[[ RECORDS FOR PROCESSING open ]]
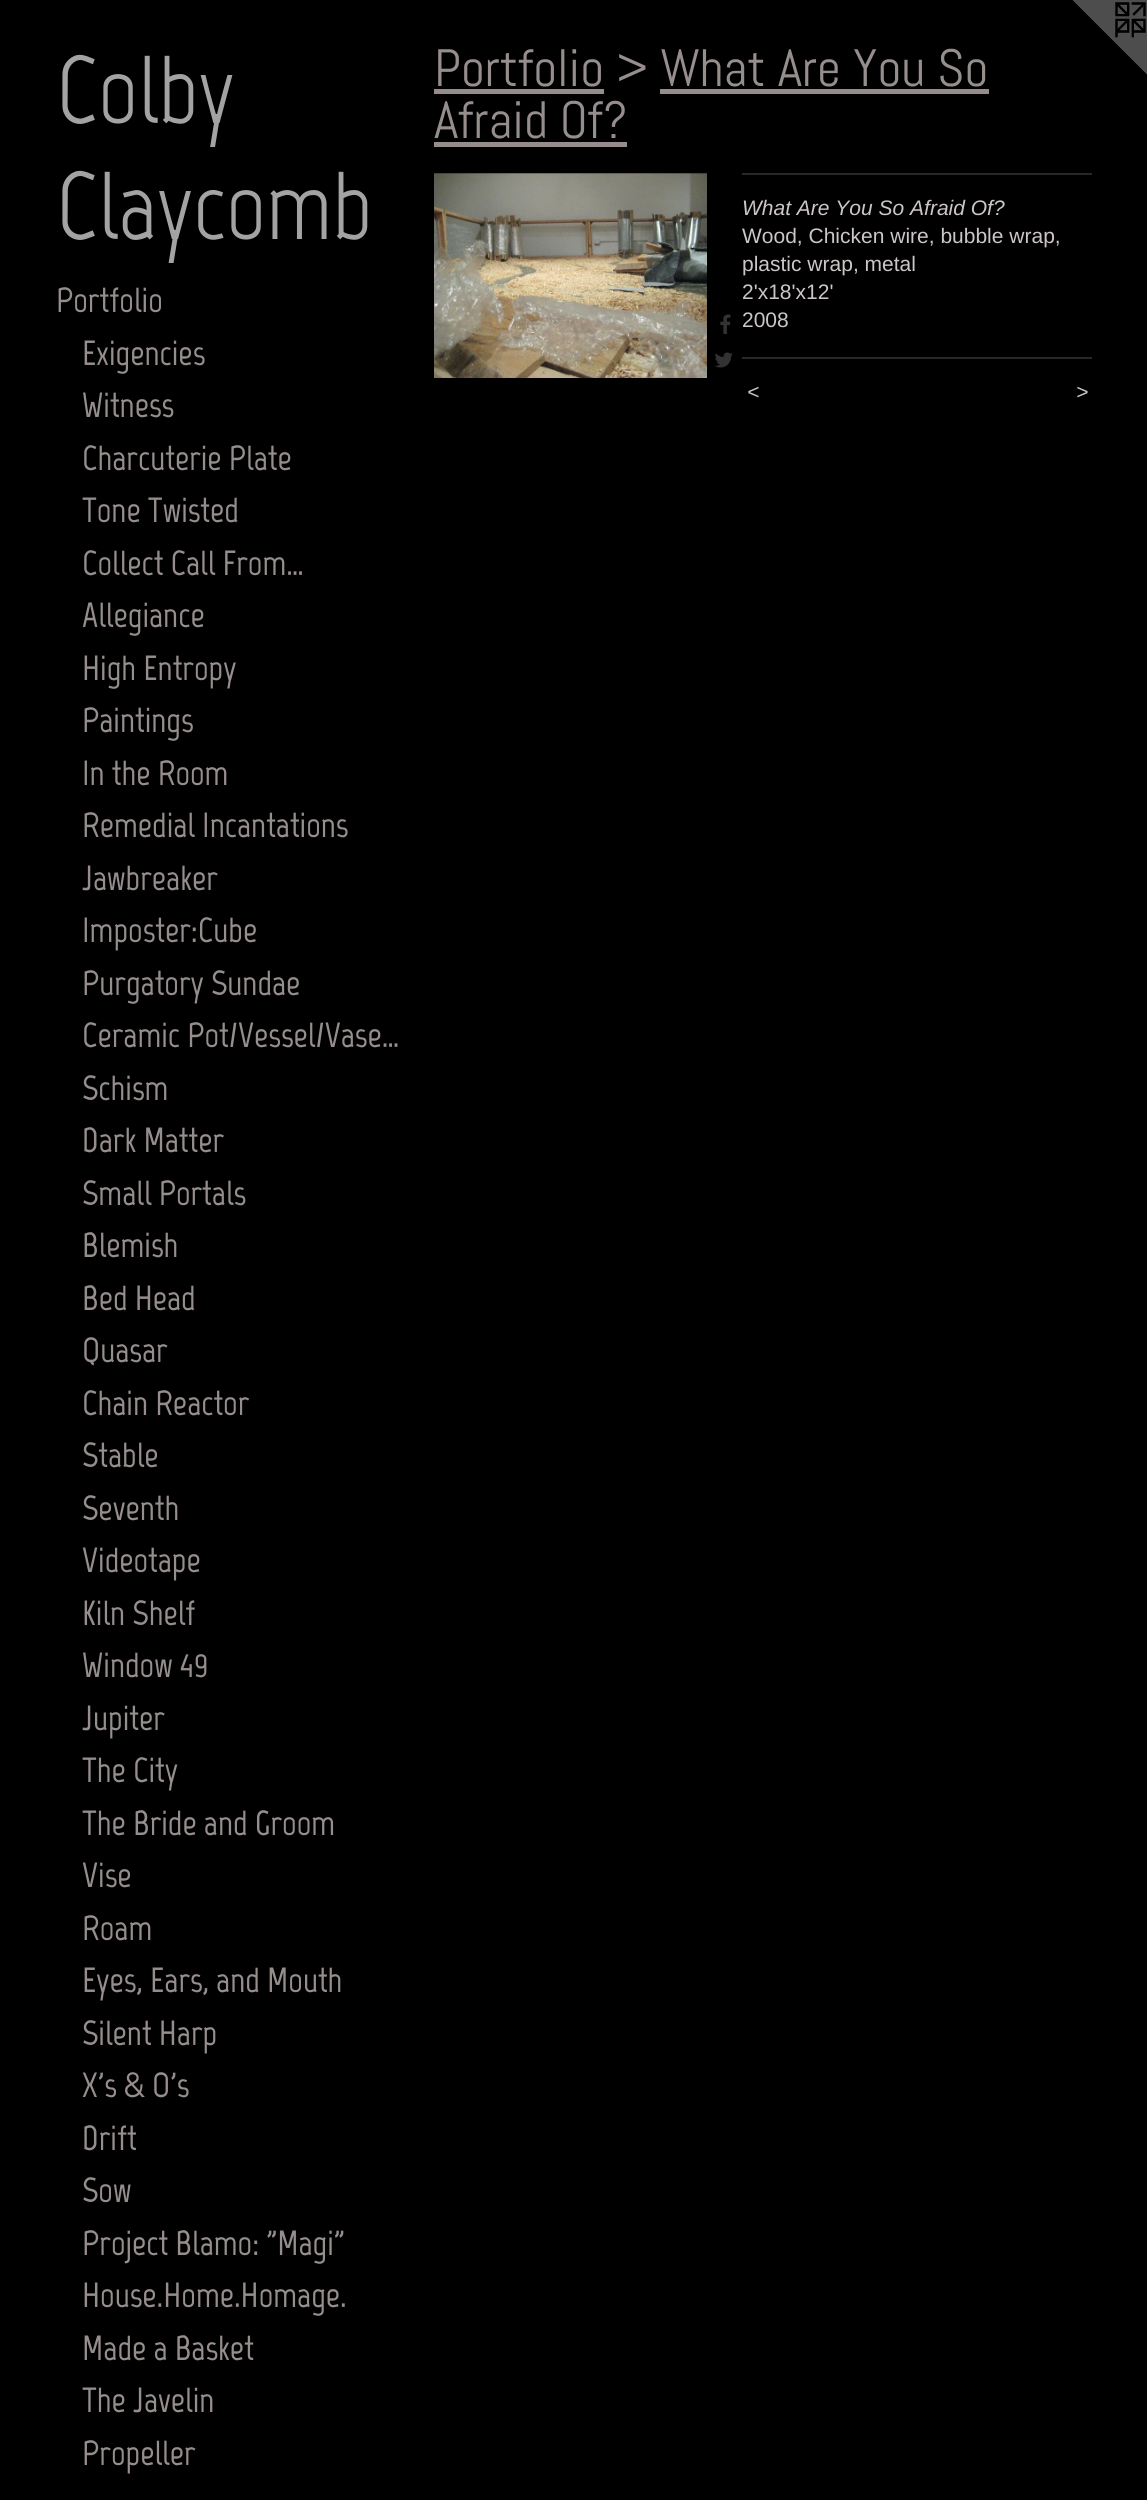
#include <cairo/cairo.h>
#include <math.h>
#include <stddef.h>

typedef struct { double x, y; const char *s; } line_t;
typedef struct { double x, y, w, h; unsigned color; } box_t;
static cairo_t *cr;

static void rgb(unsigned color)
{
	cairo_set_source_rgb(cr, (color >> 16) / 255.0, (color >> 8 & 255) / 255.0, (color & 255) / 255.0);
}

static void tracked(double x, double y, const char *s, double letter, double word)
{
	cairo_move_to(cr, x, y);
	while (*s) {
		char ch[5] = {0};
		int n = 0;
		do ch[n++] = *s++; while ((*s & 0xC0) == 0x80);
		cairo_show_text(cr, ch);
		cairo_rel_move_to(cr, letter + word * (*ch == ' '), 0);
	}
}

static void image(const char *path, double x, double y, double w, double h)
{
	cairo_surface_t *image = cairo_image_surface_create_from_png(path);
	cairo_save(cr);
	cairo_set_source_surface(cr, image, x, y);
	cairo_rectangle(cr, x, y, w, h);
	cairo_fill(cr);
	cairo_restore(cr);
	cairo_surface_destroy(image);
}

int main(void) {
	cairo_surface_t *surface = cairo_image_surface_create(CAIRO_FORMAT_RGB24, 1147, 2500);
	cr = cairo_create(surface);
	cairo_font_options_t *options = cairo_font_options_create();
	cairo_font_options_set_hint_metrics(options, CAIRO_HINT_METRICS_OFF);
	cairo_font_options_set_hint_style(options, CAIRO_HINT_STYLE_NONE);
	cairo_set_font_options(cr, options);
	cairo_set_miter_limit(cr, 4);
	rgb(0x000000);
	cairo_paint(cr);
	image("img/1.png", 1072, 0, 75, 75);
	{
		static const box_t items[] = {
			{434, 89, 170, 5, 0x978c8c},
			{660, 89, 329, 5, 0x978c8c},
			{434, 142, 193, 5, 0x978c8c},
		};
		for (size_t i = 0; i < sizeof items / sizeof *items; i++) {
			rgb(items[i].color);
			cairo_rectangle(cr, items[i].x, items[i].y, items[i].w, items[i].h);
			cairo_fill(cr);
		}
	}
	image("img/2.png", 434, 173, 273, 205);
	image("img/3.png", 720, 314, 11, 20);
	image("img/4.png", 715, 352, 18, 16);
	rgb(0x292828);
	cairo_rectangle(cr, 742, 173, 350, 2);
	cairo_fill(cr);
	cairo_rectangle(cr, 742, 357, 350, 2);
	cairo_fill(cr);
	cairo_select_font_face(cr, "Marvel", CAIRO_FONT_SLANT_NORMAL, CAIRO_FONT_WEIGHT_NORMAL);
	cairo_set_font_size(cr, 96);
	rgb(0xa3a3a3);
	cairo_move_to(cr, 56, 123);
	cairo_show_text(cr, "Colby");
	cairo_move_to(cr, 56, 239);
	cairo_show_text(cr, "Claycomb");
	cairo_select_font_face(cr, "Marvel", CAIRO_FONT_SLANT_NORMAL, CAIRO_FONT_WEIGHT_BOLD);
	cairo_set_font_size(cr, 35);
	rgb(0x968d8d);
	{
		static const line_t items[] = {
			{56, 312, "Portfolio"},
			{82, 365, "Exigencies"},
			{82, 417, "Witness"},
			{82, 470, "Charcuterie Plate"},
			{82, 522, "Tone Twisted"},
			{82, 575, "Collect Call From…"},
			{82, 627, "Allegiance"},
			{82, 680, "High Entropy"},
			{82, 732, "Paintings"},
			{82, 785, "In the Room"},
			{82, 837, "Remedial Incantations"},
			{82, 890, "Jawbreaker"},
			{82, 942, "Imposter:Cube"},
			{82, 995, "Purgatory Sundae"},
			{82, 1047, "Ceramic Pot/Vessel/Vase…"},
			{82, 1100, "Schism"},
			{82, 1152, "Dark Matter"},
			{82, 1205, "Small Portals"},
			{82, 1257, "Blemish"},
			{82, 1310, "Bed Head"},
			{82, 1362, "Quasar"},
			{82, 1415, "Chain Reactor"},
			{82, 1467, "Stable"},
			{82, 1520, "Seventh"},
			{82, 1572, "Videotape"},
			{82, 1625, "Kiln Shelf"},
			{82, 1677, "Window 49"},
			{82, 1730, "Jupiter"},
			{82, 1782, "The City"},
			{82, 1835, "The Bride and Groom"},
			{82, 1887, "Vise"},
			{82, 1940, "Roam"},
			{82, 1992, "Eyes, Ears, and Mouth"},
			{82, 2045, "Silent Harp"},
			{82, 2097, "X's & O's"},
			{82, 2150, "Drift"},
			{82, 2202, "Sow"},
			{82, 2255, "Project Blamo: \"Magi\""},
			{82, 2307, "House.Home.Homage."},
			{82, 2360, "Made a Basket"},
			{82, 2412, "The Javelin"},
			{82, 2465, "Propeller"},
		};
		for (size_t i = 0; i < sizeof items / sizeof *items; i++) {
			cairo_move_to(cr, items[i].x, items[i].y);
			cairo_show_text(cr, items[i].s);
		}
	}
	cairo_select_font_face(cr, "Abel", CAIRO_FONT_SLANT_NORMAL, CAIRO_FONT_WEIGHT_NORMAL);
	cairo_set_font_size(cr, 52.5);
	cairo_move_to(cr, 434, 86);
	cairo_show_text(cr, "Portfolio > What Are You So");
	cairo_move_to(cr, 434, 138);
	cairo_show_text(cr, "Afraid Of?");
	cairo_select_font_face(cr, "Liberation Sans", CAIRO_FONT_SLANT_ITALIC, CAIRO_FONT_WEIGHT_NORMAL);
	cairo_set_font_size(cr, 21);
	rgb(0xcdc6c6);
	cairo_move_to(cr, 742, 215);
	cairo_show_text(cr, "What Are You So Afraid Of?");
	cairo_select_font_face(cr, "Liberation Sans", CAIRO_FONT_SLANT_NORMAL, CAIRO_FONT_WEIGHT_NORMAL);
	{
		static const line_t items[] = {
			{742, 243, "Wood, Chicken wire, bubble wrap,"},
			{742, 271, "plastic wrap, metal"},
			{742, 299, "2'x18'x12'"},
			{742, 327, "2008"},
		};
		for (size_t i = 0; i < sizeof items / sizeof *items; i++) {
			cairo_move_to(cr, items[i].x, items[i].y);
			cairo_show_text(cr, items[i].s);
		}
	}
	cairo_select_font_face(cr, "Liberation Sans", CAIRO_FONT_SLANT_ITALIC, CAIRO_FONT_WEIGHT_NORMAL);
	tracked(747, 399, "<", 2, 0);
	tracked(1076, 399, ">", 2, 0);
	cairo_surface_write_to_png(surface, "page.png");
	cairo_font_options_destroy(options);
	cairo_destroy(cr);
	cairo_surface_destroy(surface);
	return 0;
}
[[ RECORDS FOR PROCESSING closed ]]
_WHAT YOU WILL DO_
Report each line in the preceding entries that holds the string "void".

_EXERCISE RESPONSE_
static void rgb(unsigned color)
static void tracked(double x, double y, const char *s, double letter, double word)
static void image(const char *path, double x, double y, double w, double h)
int main(void) {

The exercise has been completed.